> Activity:
The records below must be written out exactly, with every picture left behind.

(Collected data)
[Start of section]
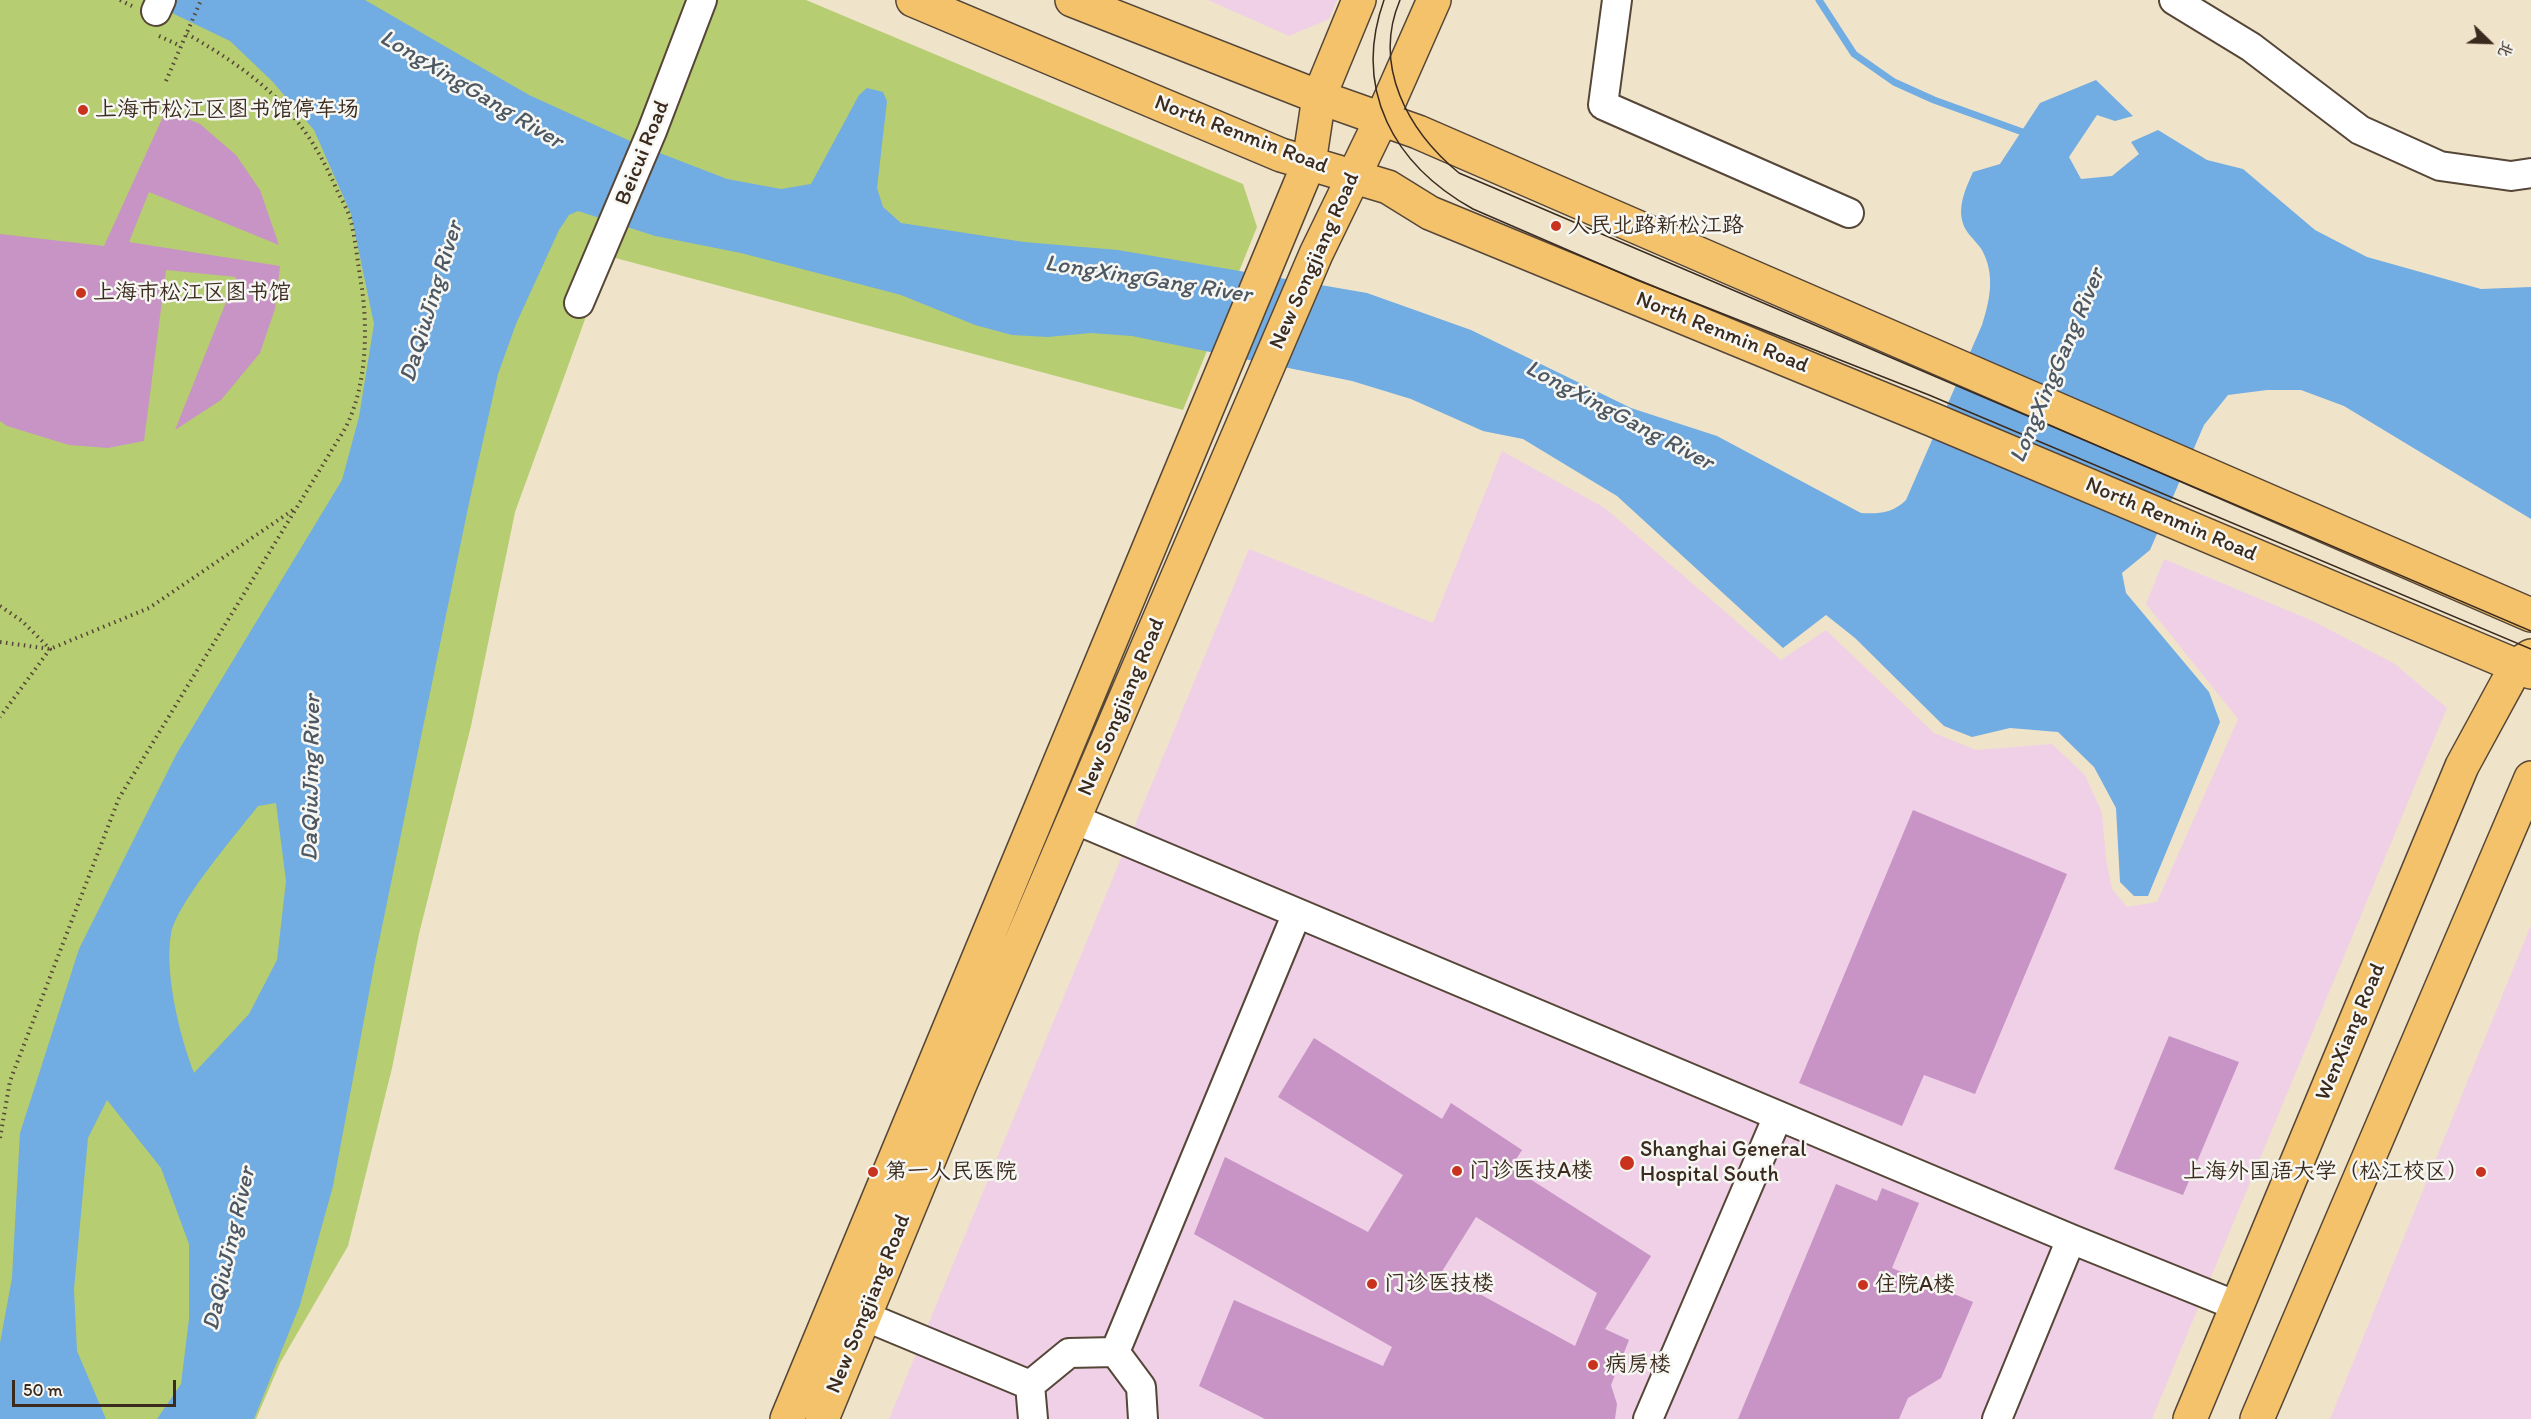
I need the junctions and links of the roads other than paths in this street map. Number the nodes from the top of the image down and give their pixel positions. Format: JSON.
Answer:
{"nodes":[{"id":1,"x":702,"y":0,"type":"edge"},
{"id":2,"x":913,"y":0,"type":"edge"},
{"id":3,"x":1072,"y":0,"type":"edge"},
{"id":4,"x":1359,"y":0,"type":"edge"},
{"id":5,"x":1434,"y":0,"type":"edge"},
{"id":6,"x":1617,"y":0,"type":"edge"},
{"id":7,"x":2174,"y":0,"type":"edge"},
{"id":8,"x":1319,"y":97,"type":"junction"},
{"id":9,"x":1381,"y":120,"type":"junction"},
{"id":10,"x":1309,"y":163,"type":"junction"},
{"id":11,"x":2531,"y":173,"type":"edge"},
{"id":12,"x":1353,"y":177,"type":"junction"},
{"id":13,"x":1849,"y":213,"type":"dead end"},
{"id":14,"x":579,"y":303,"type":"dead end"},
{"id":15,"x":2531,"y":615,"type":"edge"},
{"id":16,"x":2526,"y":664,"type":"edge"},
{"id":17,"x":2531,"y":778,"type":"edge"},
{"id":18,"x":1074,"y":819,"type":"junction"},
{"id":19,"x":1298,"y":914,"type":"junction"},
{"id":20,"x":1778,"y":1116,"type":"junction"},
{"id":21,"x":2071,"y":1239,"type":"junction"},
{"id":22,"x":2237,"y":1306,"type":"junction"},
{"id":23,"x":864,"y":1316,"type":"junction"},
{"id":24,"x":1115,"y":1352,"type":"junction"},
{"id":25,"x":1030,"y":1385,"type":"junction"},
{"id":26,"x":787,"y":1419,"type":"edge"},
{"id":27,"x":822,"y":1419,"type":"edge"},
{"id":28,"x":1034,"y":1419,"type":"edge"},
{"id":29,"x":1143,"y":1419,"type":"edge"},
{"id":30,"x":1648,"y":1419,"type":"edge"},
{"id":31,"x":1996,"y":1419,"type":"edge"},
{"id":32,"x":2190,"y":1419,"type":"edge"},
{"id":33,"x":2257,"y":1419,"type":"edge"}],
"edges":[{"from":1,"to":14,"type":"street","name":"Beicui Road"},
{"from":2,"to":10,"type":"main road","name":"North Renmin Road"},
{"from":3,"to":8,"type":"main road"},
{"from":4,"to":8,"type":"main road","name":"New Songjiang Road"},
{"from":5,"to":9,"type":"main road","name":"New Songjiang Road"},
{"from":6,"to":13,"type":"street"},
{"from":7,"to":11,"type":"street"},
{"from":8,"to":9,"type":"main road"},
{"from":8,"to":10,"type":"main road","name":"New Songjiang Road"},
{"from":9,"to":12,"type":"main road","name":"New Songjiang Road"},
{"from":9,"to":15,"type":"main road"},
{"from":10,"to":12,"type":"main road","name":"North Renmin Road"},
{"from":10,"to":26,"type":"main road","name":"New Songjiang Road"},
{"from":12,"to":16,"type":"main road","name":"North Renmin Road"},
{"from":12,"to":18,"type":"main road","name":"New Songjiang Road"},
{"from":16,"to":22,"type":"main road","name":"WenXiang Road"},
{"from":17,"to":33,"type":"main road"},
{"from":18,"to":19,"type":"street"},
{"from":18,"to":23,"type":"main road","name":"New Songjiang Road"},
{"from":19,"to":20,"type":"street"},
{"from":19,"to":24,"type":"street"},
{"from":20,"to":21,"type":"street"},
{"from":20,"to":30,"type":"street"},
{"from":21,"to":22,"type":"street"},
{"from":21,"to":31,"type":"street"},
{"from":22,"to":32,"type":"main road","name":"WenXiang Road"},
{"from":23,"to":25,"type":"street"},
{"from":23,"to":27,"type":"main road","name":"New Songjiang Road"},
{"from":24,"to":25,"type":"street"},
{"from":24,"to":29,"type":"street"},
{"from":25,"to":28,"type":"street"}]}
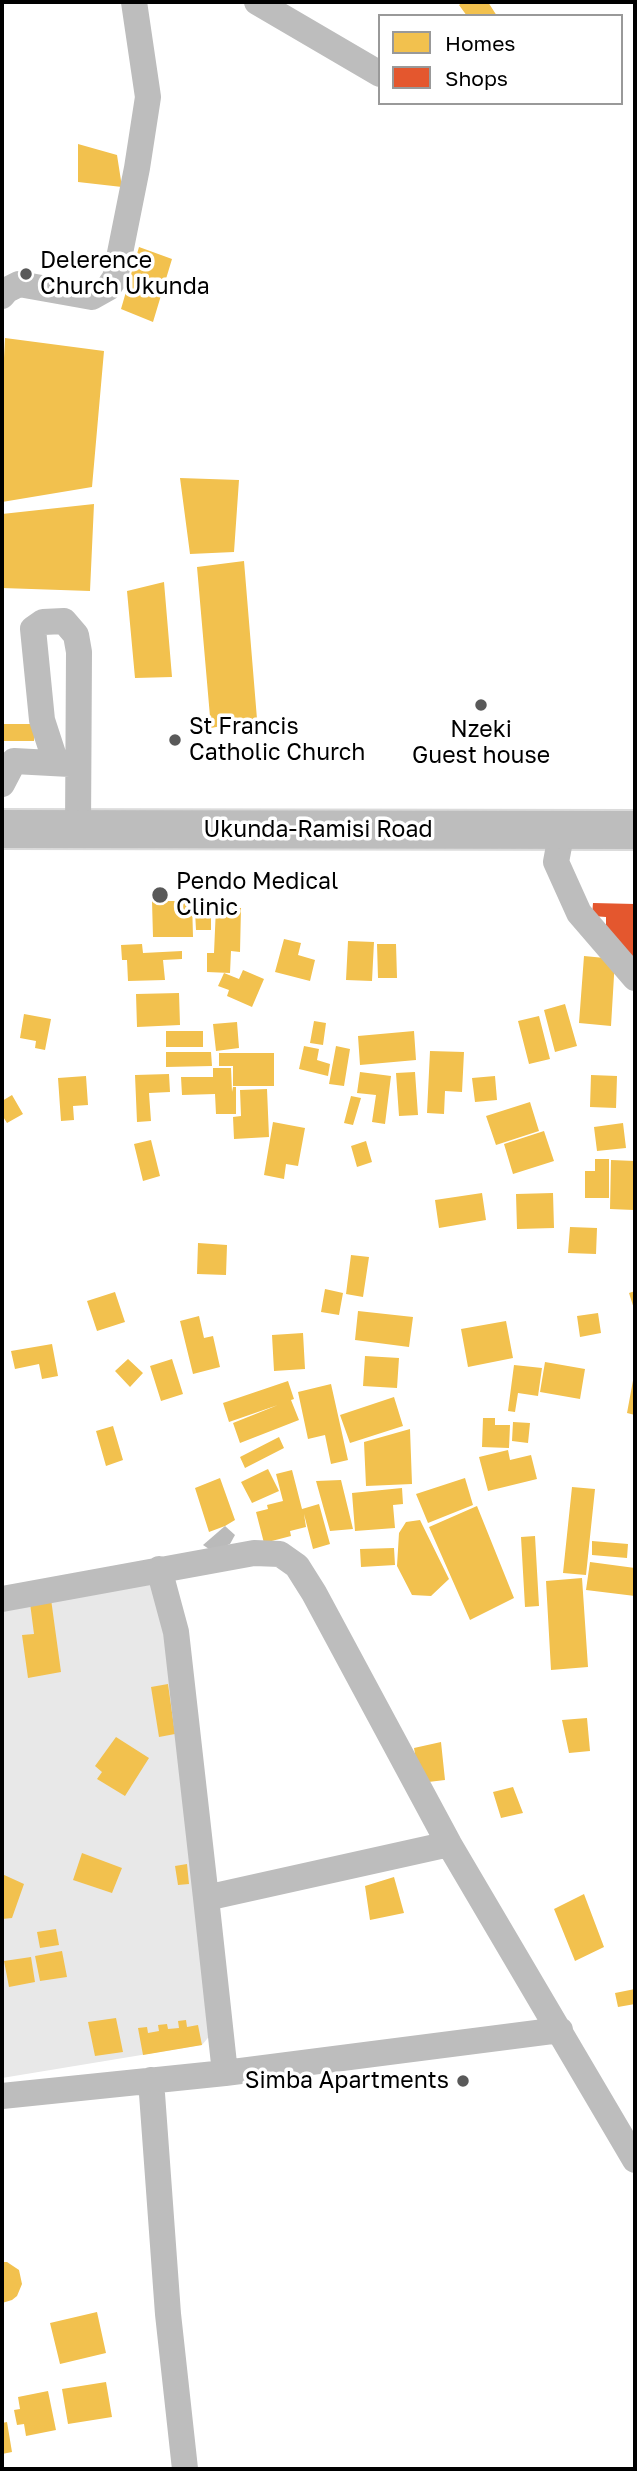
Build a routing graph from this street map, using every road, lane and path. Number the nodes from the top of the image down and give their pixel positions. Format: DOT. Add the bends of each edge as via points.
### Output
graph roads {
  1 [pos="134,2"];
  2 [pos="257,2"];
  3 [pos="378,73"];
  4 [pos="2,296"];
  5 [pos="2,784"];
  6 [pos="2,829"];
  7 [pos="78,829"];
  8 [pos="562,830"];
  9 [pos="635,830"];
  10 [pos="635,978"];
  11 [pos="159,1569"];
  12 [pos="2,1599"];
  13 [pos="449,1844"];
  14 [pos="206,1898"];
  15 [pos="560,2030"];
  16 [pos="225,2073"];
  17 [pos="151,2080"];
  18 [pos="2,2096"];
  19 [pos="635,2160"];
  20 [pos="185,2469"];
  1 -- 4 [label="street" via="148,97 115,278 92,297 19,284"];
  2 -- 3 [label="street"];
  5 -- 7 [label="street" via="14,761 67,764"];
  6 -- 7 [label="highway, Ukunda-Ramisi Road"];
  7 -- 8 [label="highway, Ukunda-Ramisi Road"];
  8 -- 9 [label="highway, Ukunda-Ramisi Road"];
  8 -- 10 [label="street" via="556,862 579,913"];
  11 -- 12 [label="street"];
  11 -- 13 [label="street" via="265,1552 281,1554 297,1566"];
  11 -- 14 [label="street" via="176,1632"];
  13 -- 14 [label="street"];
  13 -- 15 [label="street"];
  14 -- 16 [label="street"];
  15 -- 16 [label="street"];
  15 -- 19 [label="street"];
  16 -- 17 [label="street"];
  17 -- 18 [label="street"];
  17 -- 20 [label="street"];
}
[End of section]
> Response area:
I need the junctions and links of the roads other than paths in this street map. Number the nodes from the top of the image down and give their pixel positions. Format: JSON.
Answer:
{"nodes":[{"id":1,"x":702,"y":0,"type":"edge"},
{"id":2,"x":913,"y":0,"type":"edge"},
{"id":3,"x":1072,"y":0,"type":"edge"},
{"id":4,"x":1359,"y":0,"type":"edge"},
{"id":5,"x":1434,"y":0,"type":"edge"},
{"id":6,"x":1617,"y":0,"type":"edge"},
{"id":7,"x":2174,"y":0,"type":"edge"},
{"id":8,"x":1319,"y":97,"type":"junction"},
{"id":9,"x":1381,"y":120,"type":"junction"},
{"id":10,"x":1309,"y":163,"type":"junction"},
{"id":11,"x":2531,"y":173,"type":"edge"},
{"id":12,"x":1353,"y":177,"type":"junction"},
{"id":13,"x":1849,"y":213,"type":"dead end"},
{"id":14,"x":579,"y":303,"type":"dead end"},
{"id":15,"x":2531,"y":615,"type":"edge"},
{"id":16,"x":2526,"y":664,"type":"edge"},
{"id":17,"x":2531,"y":778,"type":"edge"},
{"id":18,"x":1074,"y":819,"type":"junction"},
{"id":19,"x":1298,"y":914,"type":"junction"},
{"id":20,"x":1778,"y":1116,"type":"junction"},
{"id":21,"x":2071,"y":1239,"type":"junction"},
{"id":22,"x":2237,"y":1306,"type":"junction"},
{"id":23,"x":864,"y":1316,"type":"junction"},
{"id":24,"x":1115,"y":1352,"type":"junction"},
{"id":25,"x":1030,"y":1385,"type":"junction"},
{"id":26,"x":787,"y":1419,"type":"edge"},
{"id":27,"x":822,"y":1419,"type":"edge"},
{"id":28,"x":1034,"y":1419,"type":"edge"},
{"id":29,"x":1143,"y":1419,"type":"edge"},
{"id":30,"x":1648,"y":1419,"type":"edge"},
{"id":31,"x":1996,"y":1419,"type":"edge"},
{"id":32,"x":2190,"y":1419,"type":"edge"},
{"id":33,"x":2257,"y":1419,"type":"edge"}],
"edges":[{"from":1,"to":14,"type":"street","name":"Beicui Road"},
{"from":2,"to":10,"type":"main road","name":"North Renmin Road"},
{"from":3,"to":8,"type":"main road"},
{"from":4,"to":8,"type":"main road","name":"New Songjiang Road"},
{"from":5,"to":9,"type":"main road","name":"New Songjiang Road"},
{"from":6,"to":13,"type":"street"},
{"from":7,"to":11,"type":"street"},
{"from":8,"to":9,"type":"main road"},
{"from":8,"to":10,"type":"main road","name":"New Songjiang Road"},
{"from":9,"to":12,"type":"main road","name":"New Songjiang Road"},
{"from":9,"to":15,"type":"main road"},
{"from":10,"to":12,"type":"main road","name":"North Renmin Road"},
{"from":10,"to":26,"type":"main road","name":"New Songjiang Road"},
{"from":12,"to":16,"type":"main road","name":"North Renmin Road"},
{"from":12,"to":18,"type":"main road","name":"New Songjiang Road"},
{"from":16,"to":22,"type":"main road","name":"WenXiang Road"},
{"from":17,"to":33,"type":"main road"},
{"from":18,"to":19,"type":"street"},
{"from":18,"to":23,"type":"main road","name":"New Songjiang Road"},
{"from":19,"to":20,"type":"street"},
{"from":19,"to":24,"type":"street"},
{"from":20,"to":21,"type":"street"},
{"from":20,"to":30,"type":"street"},
{"from":21,"to":22,"type":"street"},
{"from":21,"to":31,"type":"street"},
{"from":22,"to":32,"type":"main road","name":"WenXiang Road"},
{"from":23,"to":25,"type":"street"},
{"from":23,"to":27,"type":"main road","name":"New Songjiang Road"},
{"from":24,"to":25,"type":"street"},
{"from":24,"to":29,"type":"street"},
{"from":25,"to":28,"type":"street"}]}
Build a routing graph from this street map, using every road, lane and path. Number the nodes from the top of the image down and give their pixel positions. Format: DOT. Add the bends of each edge as via points.
### Output
graph roads {
  1 [pos="134,2"];
  2 [pos="257,2"];
  3 [pos="378,73"];
  4 [pos="2,296"];
  5 [pos="2,784"];
  6 [pos="2,829"];
  7 [pos="78,829"];
  8 [pos="562,830"];
  9 [pos="635,830"];
  10 [pos="635,978"];
  11 [pos="159,1569"];
  12 [pos="2,1599"];
  13 [pos="449,1844"];
  14 [pos="206,1898"];
  15 [pos="560,2030"];
  16 [pos="225,2073"];
  17 [pos="151,2080"];
  18 [pos="2,2096"];
  19 [pos="635,2160"];
  20 [pos="185,2469"];
  1 -- 4 [label="street" via="148,97 115,278 92,297 19,284"];
  2 -- 3 [label="street"];
  5 -- 7 [label="street" via="14,761 67,764"];
  6 -- 7 [label="highway, Ukunda-Ramisi Road"];
  7 -- 8 [label="highway, Ukunda-Ramisi Road"];
  8 -- 9 [label="highway, Ukunda-Ramisi Road"];
  8 -- 10 [label="street" via="556,862 579,913"];
  11 -- 12 [label="street"];
  11 -- 13 [label="street" via="265,1552 281,1554 297,1566"];
  11 -- 14 [label="street" via="176,1632"];
  13 -- 14 [label="street"];
  13 -- 15 [label="street"];
  14 -- 16 [label="street"];
  15 -- 16 [label="street"];
  15 -- 19 [label="street"];
  16 -- 17 [label="street"];
  17 -- 18 [label="street"];
  17 -- 20 [label="street"];
}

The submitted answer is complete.